Thanks to upcoming developments in Wi-Fi, all of us connectivity-heads out there can look forward to getting familiar with new 802.11 protocols in the near future. Ars took a deep look at what's on the horizon last fall, but readers seemed to have a clear request in response—the time had come to specifically discuss the new Wi-Fi security protocol, WPA3.
Before anyone can understand WPA3, it's helpful to take a look at what came before it during The Dark Ages (of Internet)—a time with no Wi-Fi and unswitched networks. Swaths of the Internet today may be built upon "back in my day" ranting, but those of you in your 20s or early 30s may genuinely not remember or realize how bad things used to be. In the mid-to-late 1990s, any given machine could "sniff" (read "traffic not destined for it") any other given machine's traffic at will even on wired networks.
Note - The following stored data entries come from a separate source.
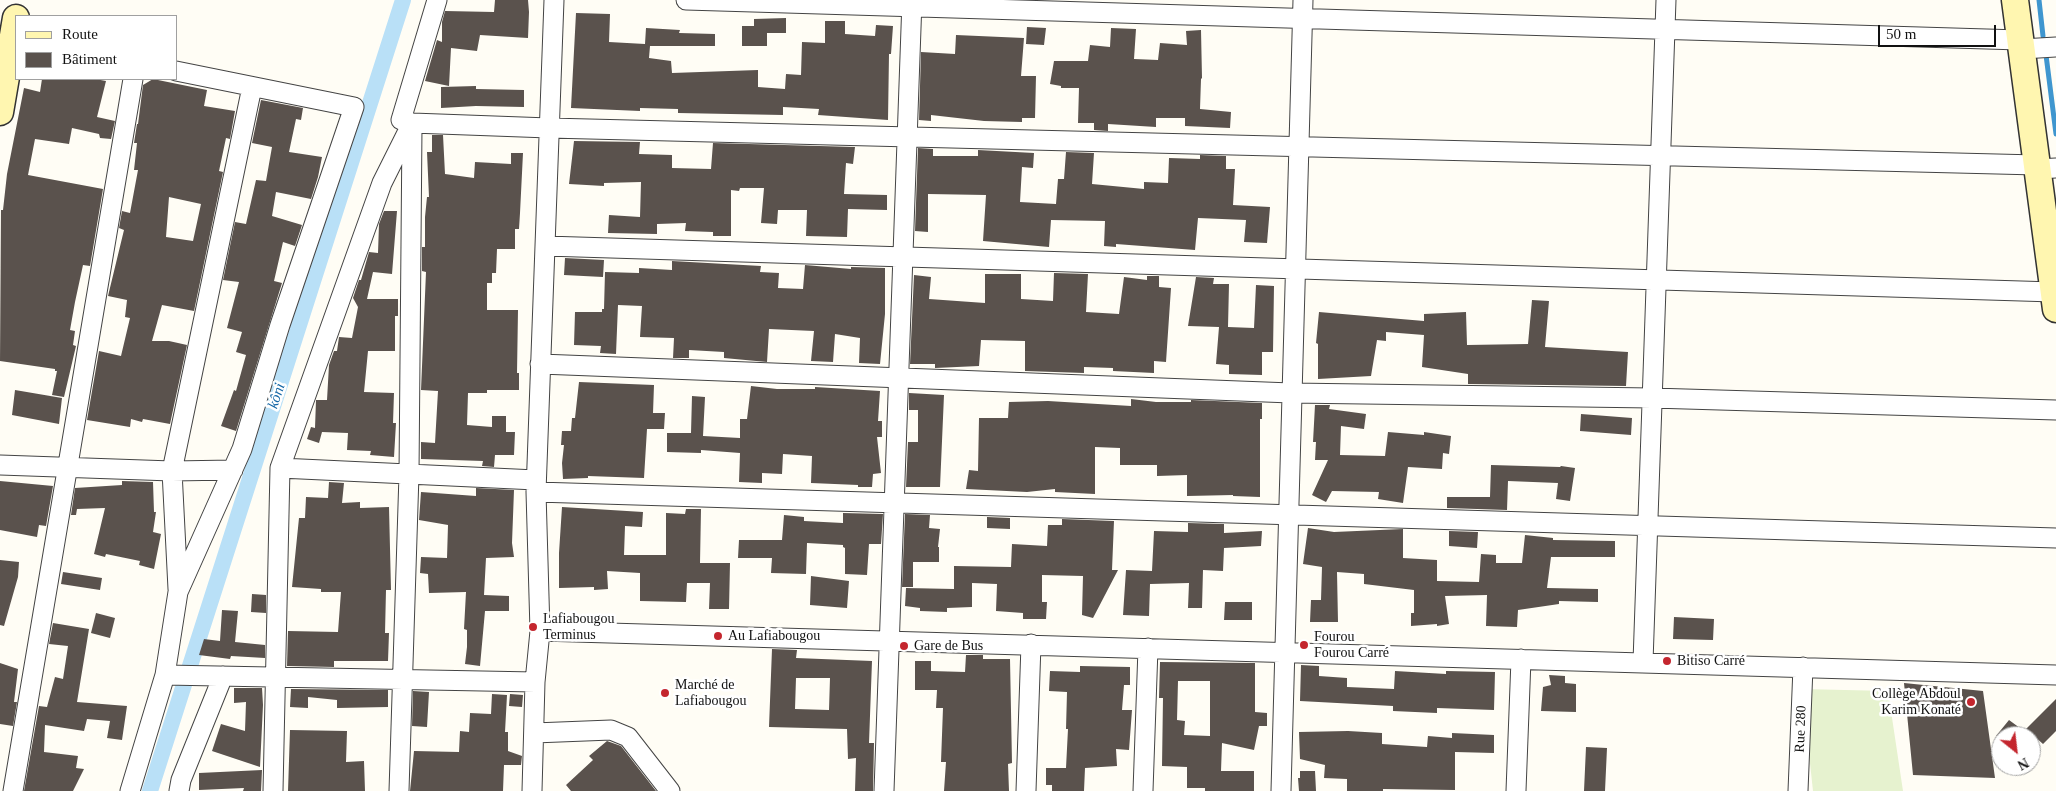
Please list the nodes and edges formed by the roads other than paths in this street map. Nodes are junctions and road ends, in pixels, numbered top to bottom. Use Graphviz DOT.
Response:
graph roads {
  1 [pos="19,0"];
  2 [pos="438,0"];
  3 [pos="554,0"];
  4 [pos="686,0"];
  5 [pos="1304,0"];
  6 [pos="1666,0"];
  7 [pos="2015,0"];
  8 [pos="912,3"];
  9 [pos="15,15"];
  10 [pos="15,17"];
  11 [pos="1303,19"];
  12 [pos="12,29"];
  13 [pos="1665,30"];
  14 [pos="2021,44"];
  15 [pos="2056,47"];
  16 [pos="178,71"];
  17 [pos="133,80"];
  18 [pos="252,87"];
  19 [pos="0,112"];
  20 [pos="412,123"];
  21 [pos="549,128"];
  22 [pos="907,137"];
  23 [pos="1299,147"];
  24 [pos="1660,155"];
  25 [pos="2044,167"];
  26 [pos="545,246"];
  27 [pos="903,257"];
  28 [pos="1296,269"];
  29 [pos="1656,280"];
  30 [pos="2055,300"];
  31 [pos="540,364"];
  32 [pos="899,378"];
  33 [pos="1291,393"];
  34 [pos="1652,398"];
  35 [pos="2056,410"];
  36 [pos="0,466"];
  37 [pos="68,467"];
  38 [pos="280,468"];
  39 [pos="233,470"];
  40 [pos="172,471"];
  41 [pos="410,474"];
  42 [pos="536,486"];
  43 [pos="894,503"];
  44 [pos="1288,515"];
  45 [pos="1648,526"];
  46 [pos="2056,538"];
  47 [pos="178,592"];
  48 [pos="540,631"];
  49 [pos="889,640"];
  50 [pos="1031,644"];
  51 [pos="1148,648"];
  52 [pos="1285,652"];
  53 [pos="1521,659"];
  54 [pos="1643,662"];
  55 [pos="1803,667"];
  56 [pos="177,675"];
  57 [pos="2056,675"];
  58 [pos="223,676"];
  59 [pos="275,678"];
  60 [pos="402,679"];
  61 [pos="535,682"];
  62 [pos="534,733"];
  63 [pos="13,791"];
  64 [pos="130,791"];
  65 [pos="179,791"];
  66 [pos="273,791"];
  67 [pos="399,791"];
  68 [pos="532,791"];
  69 [pos="670,791"];
  70 [pos="884,791"];
  71 [pos="1026,791"];
  72 [pos="1143,791"];
  73 [pos="1281,791"];
  74 [pos="1516,791"];
  75 [pos="1798,791"];
  1 -- 9 [label="street"];
  2 -- 20 [label="street"];
  3 -- 21 [label="street"];
  4 -- 8 [label="street"];
  5 -- 11 [label="street"];
  6 -- 13 [label="street"];
  7 -- 14 [label="street"];
  8 -- 11 [label="street"];
  8 -- 22 [label="street"];
  10 -- 12 [label="street"];
  11 -- 13 [label="street"];
  11 -- 23 [label="street"];
  12 -- 19 [label="street"];
  13 -- 14 [label="street"];
  13 -- 24 [label="street"];
  14 -- 15 [label="street"];
  14 -- 25 [label="street"];
  16 -- 18 [label="street"];
  17 -- 37 [label="street"];
  18 -- 39 [label="street"];
  18 -- 40 [label="street"];
  20 -- 21 [label="street"];
  20 -- 38 [label="street"];
  20 -- 41 [label="street"];
  21 -- 22 [label="street"];
  21 -- 26 [label="street"];
  22 -- 23 [label="street"];
  22 -- 27 [label="street"];
  23 -- 24 [label="street"];
  23 -- 28 [label="street"];
  24 -- 25 [label="street"];
  24 -- 29 [label="street"];
  25 -- 30 [label="street"];
  26 -- 27 [label="street"];
  26 -- 31 [label="street"];
  27 -- 28 [label="street"];
  27 -- 32 [label="street"];
  28 -- 29 [label="street"];
  28 -- 33 [label="street"];
  29 -- 30 [label="street"];
  29 -- 34 [label="street"];
  31 -- 32 [label="street"];
  31 -- 42 [label="street"];
  32 -- 33 [label="street"];
  32 -- 43 [label="street"];
  33 -- 34 [label="street"];
  33 -- 44 [label="street"];
  34 -- 35 [label="street"];
  34 -- 45 [label="street"];
  36 -- 37 [label="street"];
  37 -- 40 [label="street"];
  37 -- 63 [label="street"];
  38 -- 41 [label="street"];
  38 -- 59 [label="street"];
  39 -- 40 [label="street"];
  39 -- 47 [label="street"];
  40 -- 47 [label="street"];
  41 -- 42 [label="street"];
  41 -- 60 [label="street"];
  42 -- 43 [label="street"];
  42 -- 48 [label="street"];
  43 -- 44 [label="street"];
  43 -- 49 [label="street"];
  44 -- 45 [label="street"];
  44 -- 52 [label="street"];
  45 -- 46 [label="street"];
  45 -- 54 [label="street"];
  47 -- 56 [label="street"];
  48 -- 49 [label="street"];
  48 -- 61 [label="street"];
  49 -- 50 [label="street"];
  49 -- 70 [label="street"];
  50 -- 51 [label="street"];
  50 -- 71 [label="street"];
  51 -- 52 [label="street"];
  51 -- 72 [label="street"];
  52 -- 53 [label="street"];
  52 -- 73 [label="street"];
  53 -- 54 [label="street"];
  53 -- 74 [label="street"];
  54 -- 55 [label="street"];
  55 -- 57 [label="street"];
  55 -- 75 [label="street, Rue 280"];
  56 -- 58 [label="street"];
  56 -- 64 [label="street"];
  58 -- 59 [label="street"];
  58 -- 65 [label="street"];
  59 -- 60 [label="street"];
  59 -- 66 [label="street"];
  60 -- 61 [label="street"];
  60 -- 67 [label="street"];
  61 -- 62 [label="street"];
  62 -- 68 [label="street"];
  62 -- 69 [label="street"];
}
Ethernet back then was largely connected with a hub rather than a switch, and anybody with a technical bent could (and frequently did) watch everything from passwords to Web traffic to emails wing across the network without a care.
Don't let the cheerful-looking ivory chassis fool you; these were dark days, friend.

Closer to the turn of the century, wired Ethernet had largely moved on from hubs (and worse, the old coax thinnet) to switches. A network hub forwards every packet it receives to every machine connected to it, which is what made widespread sniffing so easy and dangerous. A switch, by contrast, only forwards packets to the MAC address for which they're destined—so when computer B wants to send a packet to router A, the switch doesn't give a copy to that sketchy user at computer C. This subtle change made wired networks far more trustworthy than they had been before. And when the original 802.11 Wi-Fi standard released in 1997, it included WEP—the Wireless Encryption Protocol—which supposedly offered the same expectations of confidentiality that users today now expect from wired networks.